You'd do better to use the definition I gave in the last para. of #2079. I think everyone could agree to that one.

Elroch
tygxc wrote:

#2077

"How did they work out the error rate?"
++ They did not: they gave the draw rate at 1 s/move and at 1 min/move. Games that do not draw are sure to contain 1 error. Further I assumed 40 moves hence 80 ply per game. Then I extrapolated from 1 s/move and 1 min/move to 1 h/move and to 60 h/move in an entirely unreliable and almost certainly wrong way.

[snip]

 

MARattigan
tygxc wrote:

#2077

"How did they work out the error rate?"
++ They did not: they gave the draw rate at 1 s/move and at 1 min/move. Games that do not draw are sure to contain 1 error. Further I assumed 40 moves hence 80 ply per game. Then I extrapolated from 1 s/move and 1 min/move to 1 h/move and to 60 h/move.

Games that draw are sure to contain any number of errors that sum to -1/2 point for White if the starting position is a win for White, any number of errors that sum to 0 points if the starting position is a draw or any number of errors that sum to +1/2 point for White if the starting position is a win for Black.

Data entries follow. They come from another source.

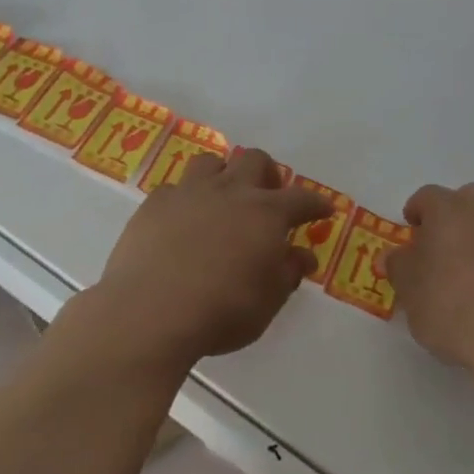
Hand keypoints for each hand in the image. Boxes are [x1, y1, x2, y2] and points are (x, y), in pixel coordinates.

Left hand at [88, 147, 332, 372]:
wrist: (150, 313)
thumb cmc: (221, 312)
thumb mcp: (267, 302)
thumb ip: (287, 273)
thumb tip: (303, 255)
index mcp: (266, 213)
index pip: (301, 198)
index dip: (315, 203)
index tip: (323, 209)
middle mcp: (231, 191)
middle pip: (254, 159)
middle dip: (267, 174)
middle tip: (267, 197)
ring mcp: (190, 192)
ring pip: (211, 162)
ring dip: (222, 175)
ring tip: (221, 199)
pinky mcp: (155, 203)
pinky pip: (175, 188)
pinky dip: (184, 200)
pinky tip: (180, 222)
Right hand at [384, 182, 473, 371]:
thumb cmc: (452, 305)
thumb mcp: (409, 290)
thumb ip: (398, 266)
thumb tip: (394, 256)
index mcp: (448, 208)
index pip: (426, 197)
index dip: (416, 214)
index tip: (412, 236)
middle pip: (466, 202)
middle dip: (453, 220)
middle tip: (442, 253)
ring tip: (472, 279)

The only thing it tells you about the number of errors is that it's at most the number of ply that were played in the game. 

"were the games played under basic rules with the addition of a double repetition rule"
++ That does not matter at all. The result would be exactly the same.

If you look at my SF14 v SF14 examples here , they contain a total of 30 errors in the basic rules game and 27 errors in the competition rules game. Only 4 of those are errors in both games.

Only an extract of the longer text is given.